The First Times…

The first time that we were together (as in, “going out”), I really don’t remember much of the sexual stuff.  I was 18, I believe he was 20 or 21, and that was about fifteen years ago, so really no one can blame me for that.

Two specific incidents, however, stand out pretty clearly in my mind.

The first time I remember, we were still together.  I think I had spent the night or some such thing, and his parents had moved out to leave his brother and him living in the house.  They hadn’t separated it into two living spaces yet.  And, as with many non-married guys, the house most of the time was a sty.

I remember I asked him if he wanted something to eat.  He said ‘yes’, so I wandered into the kitchen in nothing but a pair of underwear and a long pink sweater that reached to just below the curve of my thighs.  I can even say that the entire thing was incredibly sexy even to me:  I was in that getup, making him food, and my hair was total girly bed-head.

So he walked into the kitchen, and slithered up behind me, and wrapped his arms around me.  He nuzzled my neck, caressed my inner thighs while I believe I was cooking eggs.  Then he roughly turned me around, pushed me against the counter, and said something along the lines of, “I could do you right here.”  So he was less suave in those days… hell, so was I!

I teased him.  I ran my hand along the outline of his cock through his jeans.  I leaned in to nibble on his neck.  I giggled in his ear.
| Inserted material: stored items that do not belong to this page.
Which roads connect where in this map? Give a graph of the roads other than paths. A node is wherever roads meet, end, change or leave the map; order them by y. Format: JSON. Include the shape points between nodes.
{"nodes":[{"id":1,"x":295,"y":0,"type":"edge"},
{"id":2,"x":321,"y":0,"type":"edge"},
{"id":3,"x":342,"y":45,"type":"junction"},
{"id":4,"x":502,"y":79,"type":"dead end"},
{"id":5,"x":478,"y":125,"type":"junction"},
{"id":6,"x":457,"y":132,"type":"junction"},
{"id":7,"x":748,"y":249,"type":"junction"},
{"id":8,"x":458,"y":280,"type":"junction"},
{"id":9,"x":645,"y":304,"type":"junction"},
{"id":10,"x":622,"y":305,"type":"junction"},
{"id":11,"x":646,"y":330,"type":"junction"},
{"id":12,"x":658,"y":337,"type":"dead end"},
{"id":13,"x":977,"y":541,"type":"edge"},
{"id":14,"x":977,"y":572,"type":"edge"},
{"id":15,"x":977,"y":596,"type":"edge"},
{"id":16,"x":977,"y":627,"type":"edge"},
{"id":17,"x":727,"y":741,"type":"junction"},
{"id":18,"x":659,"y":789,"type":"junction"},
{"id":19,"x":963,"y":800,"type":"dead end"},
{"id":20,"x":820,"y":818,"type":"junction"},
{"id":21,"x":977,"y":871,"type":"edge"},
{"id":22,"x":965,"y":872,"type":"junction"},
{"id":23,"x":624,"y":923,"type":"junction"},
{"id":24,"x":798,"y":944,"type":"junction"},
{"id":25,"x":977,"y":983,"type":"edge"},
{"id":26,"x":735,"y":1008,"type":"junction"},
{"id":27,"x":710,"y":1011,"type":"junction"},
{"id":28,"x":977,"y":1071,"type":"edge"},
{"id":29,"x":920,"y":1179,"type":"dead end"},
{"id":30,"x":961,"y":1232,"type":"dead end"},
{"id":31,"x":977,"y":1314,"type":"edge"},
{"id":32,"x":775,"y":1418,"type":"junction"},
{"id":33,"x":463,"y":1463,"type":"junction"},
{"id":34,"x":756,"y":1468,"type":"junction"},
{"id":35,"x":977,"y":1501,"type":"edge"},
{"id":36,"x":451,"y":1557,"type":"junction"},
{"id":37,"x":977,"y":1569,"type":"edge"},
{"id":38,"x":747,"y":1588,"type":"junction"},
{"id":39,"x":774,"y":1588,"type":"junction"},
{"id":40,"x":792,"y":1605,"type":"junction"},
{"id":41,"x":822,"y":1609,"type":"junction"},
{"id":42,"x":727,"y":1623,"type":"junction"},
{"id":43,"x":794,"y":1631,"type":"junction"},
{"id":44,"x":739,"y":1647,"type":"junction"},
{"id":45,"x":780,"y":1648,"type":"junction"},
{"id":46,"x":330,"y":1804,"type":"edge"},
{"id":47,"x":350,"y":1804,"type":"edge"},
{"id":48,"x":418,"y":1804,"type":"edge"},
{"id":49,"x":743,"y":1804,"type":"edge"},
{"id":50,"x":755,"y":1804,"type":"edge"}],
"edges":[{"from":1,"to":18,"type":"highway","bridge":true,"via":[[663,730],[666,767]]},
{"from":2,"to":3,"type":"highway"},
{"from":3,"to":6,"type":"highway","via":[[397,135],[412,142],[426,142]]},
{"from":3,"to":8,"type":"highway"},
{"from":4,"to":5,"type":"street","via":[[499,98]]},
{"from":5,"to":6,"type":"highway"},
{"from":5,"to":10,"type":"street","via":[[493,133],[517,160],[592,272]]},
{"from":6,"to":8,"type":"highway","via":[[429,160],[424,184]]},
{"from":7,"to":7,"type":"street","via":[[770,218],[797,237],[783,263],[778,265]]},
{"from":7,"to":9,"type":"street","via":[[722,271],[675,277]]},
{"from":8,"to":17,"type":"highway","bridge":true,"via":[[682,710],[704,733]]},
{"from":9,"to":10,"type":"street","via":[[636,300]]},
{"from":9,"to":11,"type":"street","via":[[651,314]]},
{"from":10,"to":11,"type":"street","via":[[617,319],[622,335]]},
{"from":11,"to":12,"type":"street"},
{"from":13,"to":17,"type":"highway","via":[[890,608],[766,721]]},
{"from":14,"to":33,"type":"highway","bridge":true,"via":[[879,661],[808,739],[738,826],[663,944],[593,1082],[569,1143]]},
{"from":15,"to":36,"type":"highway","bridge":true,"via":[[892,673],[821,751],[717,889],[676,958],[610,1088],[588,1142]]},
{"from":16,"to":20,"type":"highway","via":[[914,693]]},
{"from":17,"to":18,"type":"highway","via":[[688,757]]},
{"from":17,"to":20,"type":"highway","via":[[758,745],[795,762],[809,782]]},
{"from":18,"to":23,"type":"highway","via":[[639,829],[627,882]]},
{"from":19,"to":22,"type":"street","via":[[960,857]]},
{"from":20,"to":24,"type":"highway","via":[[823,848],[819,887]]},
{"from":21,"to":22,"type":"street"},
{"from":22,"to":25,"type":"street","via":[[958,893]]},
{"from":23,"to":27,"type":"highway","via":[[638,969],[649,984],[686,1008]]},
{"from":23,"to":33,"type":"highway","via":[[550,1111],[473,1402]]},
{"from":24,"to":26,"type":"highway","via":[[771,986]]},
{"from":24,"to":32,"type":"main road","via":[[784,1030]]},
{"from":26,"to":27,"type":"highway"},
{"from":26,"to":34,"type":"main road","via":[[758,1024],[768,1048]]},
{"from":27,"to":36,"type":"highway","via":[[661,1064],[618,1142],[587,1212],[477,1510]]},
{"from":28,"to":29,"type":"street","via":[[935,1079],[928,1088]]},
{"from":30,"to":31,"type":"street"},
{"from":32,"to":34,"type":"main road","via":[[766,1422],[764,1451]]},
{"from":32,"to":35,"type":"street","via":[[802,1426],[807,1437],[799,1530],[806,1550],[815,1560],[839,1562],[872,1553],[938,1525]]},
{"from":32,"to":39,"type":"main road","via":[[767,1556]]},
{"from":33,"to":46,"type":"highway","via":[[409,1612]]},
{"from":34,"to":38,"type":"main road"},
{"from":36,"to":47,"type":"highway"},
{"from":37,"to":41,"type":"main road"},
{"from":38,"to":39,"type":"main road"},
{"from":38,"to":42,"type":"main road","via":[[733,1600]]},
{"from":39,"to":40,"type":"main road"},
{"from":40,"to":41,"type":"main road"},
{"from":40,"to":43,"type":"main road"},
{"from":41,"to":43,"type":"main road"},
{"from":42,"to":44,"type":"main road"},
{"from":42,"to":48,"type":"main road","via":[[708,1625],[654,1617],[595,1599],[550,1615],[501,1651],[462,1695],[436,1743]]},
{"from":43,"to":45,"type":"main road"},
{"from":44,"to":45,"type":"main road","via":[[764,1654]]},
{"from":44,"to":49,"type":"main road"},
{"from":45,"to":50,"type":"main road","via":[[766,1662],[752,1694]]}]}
And then I pulled away and finished cooking the eggs.  :)

The second time I remember EXTREMELY clearly.  We had broken up and I was completely pissed off at him.  My best friend at the time had been dating his brother, so I went over to see her and he happened to be alone in his bedroom.  So, in I went.

It was early afternoon, and I remember the sun coming in from the windows behind his bed on the floor.  I don’t remember what I said.  I remember I pushed him back on the bed, started kissing him, and grinding my hips against his as I straddled him.

I kept my shirt on.  So did he.  The pants, on the other hand, came off rather quickly.

I lowered myself onto his cock, and I even remember biting my bottom lip.  I began to fuck him fairly hard, riding him with all of my anger and frustration.  His radio was on at the time, and I remember bending so I could hiss the lyrics of the song into his ears.  It was Korn’s Blind.  I felt it was appropriate.

I didn’t get off that time, but he did.  I remember thinking as I was getting dressed that now I had fucked his new girlfriend over as well.  It made me feel very self-satisfied.  It made me feel even strong.

I didn’t really speak to him again until years later, when he was single and I was married.

But I guess that’s a different story for a different day, even though there’s no sex in that particular tale.

Heh.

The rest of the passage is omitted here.